▶ EXERCISE OBJECTIVE: Only one stretch of the data is wanted: the line containing "middle dip: (456, 354)", the line containing "index pip: (534, 243)", and every line between them, copied exactly.

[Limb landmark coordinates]
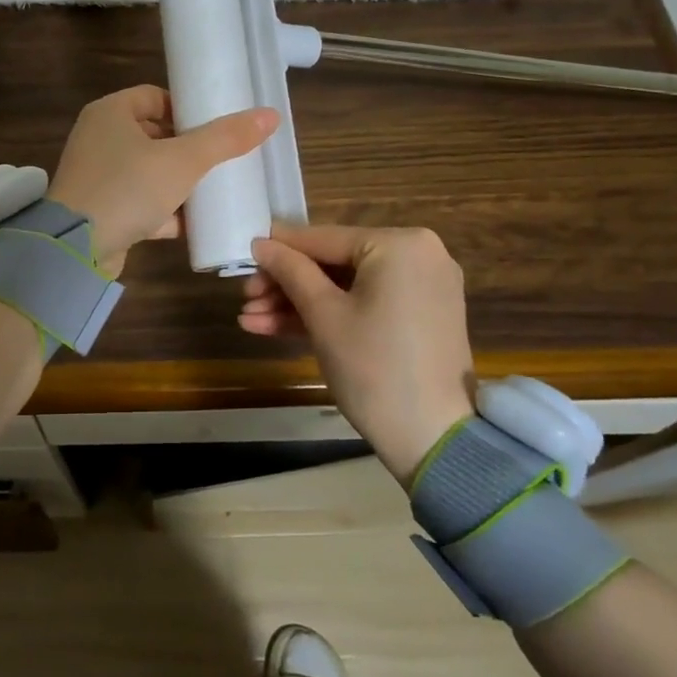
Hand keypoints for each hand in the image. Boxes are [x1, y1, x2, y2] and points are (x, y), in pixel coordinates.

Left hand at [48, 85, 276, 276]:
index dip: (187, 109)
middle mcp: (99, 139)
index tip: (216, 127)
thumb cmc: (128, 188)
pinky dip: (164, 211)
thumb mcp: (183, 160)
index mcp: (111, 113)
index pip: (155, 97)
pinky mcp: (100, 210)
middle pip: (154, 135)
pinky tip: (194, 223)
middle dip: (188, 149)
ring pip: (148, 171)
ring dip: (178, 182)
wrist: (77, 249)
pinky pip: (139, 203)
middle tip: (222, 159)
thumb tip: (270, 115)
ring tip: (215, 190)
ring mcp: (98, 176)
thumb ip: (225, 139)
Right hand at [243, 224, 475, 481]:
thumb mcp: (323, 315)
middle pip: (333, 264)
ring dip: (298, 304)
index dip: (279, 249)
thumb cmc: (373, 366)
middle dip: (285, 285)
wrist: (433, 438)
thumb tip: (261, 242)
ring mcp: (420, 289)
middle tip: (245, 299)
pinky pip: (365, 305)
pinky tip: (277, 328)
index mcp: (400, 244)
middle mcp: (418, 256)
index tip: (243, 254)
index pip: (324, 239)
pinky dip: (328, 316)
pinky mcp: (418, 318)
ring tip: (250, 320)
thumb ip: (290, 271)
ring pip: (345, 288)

...

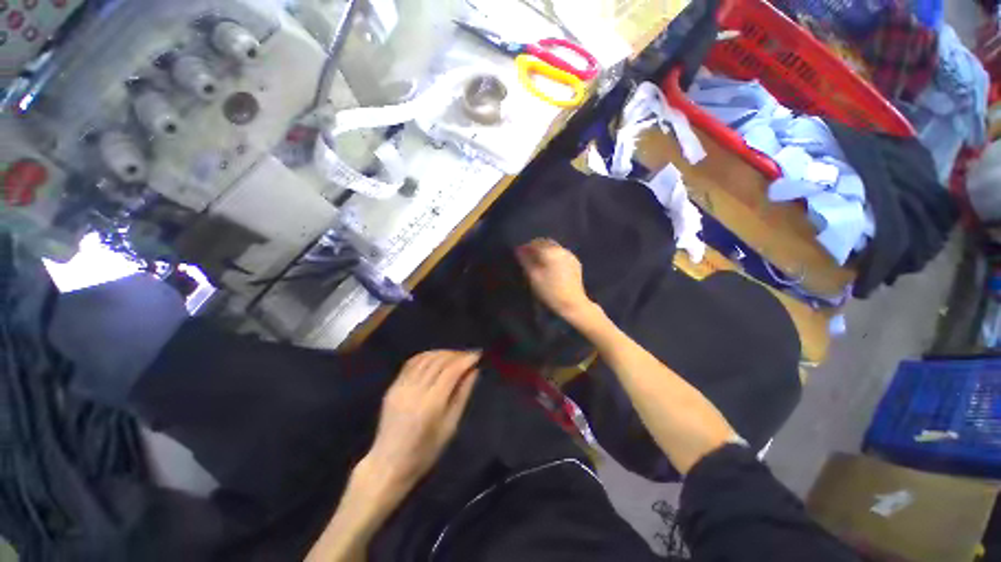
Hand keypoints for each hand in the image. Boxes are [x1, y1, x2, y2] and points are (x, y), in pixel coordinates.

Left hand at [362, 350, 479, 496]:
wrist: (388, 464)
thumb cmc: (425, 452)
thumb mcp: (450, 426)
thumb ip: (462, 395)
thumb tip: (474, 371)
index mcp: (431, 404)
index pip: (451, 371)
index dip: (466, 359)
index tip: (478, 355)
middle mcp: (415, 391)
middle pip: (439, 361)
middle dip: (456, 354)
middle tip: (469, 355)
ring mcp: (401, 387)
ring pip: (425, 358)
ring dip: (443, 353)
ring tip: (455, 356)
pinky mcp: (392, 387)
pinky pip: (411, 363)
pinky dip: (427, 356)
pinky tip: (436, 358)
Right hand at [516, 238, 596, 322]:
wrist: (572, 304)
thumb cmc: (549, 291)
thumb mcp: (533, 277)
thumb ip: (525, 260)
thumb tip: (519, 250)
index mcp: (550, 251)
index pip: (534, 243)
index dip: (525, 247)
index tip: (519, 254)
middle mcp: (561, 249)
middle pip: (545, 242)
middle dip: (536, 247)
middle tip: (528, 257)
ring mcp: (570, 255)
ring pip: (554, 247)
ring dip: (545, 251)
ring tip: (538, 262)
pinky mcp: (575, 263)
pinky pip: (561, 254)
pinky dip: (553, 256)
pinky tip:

▶ ANSWER TO THIS TASK:
middle dip: (456, 354)
middle tip: (469, 355)
ring mcp: (401, 387)
ring pip: (425, 358)
ring dip: (443, 353)
ring tip: (455, 356)
pinky mcp: (392, 387)
pinky pip: (411, 363)
pinky dip: (427, 356)
pinky tip: (436, 358)
Right hand at [516, 238, 596, 322]:
wrist: (572, 304)
thumb cmc: (549, 291)
thumb mcp: (533, 277)
thumb ip: (525, 260)
thumb tip: (519, 250)
index mcp: (550, 251)
index pip: (534, 243)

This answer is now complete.